PEtab-dev / libpetab-python

Python package for working with PEtab files
https://libpetab-python.readthedocs.io
MIT License
14 stars 6 forks source link

writer functions do not perform sanity checks + use misleading options for writing tsv #26

Open FFroehlich opened 3 years ago

FFroehlich commented 3 years ago

When having dedicated writer functions such as petab.conditions.write_condition_df etc, I would actually expect that they perform some kind of sanity check on the output. Having pretty bare wrappers around pd.to_csv doesn't seem to helpful, especially since the writers use index=True, which is not consistent with the providede spec and, since the readers don't use index_col=0, leaves an Unnamed 0 column in the imported DataFrame.

dweindl commented 3 years ago

The index mess shouldn't be there, yeah.

Having pretty bare wrappers around pd.to_csv doesn't seem to helpful

They are there so they can be filled as soon as somebody motivated comes in to do so.

Regarding output checking, I am not sure whether we want to do that by default. I would find it more meaningful to check the complete set of files afterwards, not individual ones. But whether this should happen by default is also up for discussion.

dweindl commented 3 years ago

since the readers don't use index_col=0

That is on purpose, as the order of columns is arbitrary. All readers should set the correct index by name.

FFroehlich commented 3 years ago

since the readers don't use index_col=0

That is on purpose, as the order of columns is arbitrary. All readers should set the correct index by name.

They don't. Also pd.to_csv will always put the index as first column. If the readers set the index based on a column name, it doesn't make too much sense to write the index itself to file.
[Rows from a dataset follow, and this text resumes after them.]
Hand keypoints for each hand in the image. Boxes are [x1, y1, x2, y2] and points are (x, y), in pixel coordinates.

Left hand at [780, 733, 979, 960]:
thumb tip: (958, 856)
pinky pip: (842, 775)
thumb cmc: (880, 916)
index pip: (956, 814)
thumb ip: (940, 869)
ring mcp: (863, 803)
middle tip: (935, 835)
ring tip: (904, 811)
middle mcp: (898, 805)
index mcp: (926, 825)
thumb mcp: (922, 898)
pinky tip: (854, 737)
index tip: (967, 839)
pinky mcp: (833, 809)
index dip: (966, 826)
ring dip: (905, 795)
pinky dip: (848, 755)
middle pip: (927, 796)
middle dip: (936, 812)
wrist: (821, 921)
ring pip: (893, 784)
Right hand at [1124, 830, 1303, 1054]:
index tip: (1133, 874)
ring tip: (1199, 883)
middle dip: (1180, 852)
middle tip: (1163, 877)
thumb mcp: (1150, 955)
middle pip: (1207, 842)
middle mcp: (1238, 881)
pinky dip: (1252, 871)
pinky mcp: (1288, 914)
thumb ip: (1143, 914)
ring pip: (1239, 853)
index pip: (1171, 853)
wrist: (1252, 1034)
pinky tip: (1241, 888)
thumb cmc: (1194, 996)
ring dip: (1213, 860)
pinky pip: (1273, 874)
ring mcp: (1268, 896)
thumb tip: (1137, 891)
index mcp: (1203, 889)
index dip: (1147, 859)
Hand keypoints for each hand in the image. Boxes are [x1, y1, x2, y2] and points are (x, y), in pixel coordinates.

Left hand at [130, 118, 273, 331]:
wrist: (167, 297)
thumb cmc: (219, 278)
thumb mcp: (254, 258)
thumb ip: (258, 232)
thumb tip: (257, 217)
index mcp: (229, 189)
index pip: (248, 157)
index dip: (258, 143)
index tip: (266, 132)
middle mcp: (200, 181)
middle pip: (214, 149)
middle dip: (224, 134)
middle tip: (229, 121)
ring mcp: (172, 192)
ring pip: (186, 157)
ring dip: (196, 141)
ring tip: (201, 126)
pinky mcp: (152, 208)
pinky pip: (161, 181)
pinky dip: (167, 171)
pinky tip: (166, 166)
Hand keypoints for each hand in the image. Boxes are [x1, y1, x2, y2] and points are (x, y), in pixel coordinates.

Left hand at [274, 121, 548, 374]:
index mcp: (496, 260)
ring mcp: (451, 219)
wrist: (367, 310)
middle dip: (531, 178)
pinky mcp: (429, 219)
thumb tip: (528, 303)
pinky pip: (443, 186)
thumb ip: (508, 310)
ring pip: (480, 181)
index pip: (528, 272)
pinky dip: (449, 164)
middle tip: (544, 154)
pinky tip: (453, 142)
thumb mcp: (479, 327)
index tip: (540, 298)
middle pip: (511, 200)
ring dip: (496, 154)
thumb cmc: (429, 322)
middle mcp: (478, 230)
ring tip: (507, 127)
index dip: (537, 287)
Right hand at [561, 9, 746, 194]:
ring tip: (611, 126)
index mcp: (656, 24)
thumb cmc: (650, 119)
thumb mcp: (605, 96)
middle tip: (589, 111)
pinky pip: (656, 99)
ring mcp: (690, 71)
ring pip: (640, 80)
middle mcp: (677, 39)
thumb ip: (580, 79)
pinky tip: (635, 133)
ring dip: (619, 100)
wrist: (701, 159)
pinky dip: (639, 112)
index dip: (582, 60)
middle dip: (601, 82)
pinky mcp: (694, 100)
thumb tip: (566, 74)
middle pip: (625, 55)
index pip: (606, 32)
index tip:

FFroehlich commented 3 years ago

The index mess shouldn't be there, yeah.

Having pretty bare wrappers around pd.to_csv doesn't seem to helpful

They are there so they can be filled as soon as somebody motivated comes in to do so.

It is one line of code. If one wants to save time and effort, why bother implementing them in the first place.

Regarding output checking, I am not sure whether we want to do that by default. I would find it more meaningful to check the complete set of files afterwards, not individual ones. But whether this should happen by default is also up for discussion.

Running on the files individually only performs a subset of checks, which is better than nothing IMHO. I think running a lint on the whole also makes sense for both input and output makes sense but is currently done for neither.

dweindl commented 3 years ago

If the readers set the index based on a column name, it doesn't make too much sense to write the index itself to file.

Not sure I understand what you mean. If we don't write the index, conditionId will be lost.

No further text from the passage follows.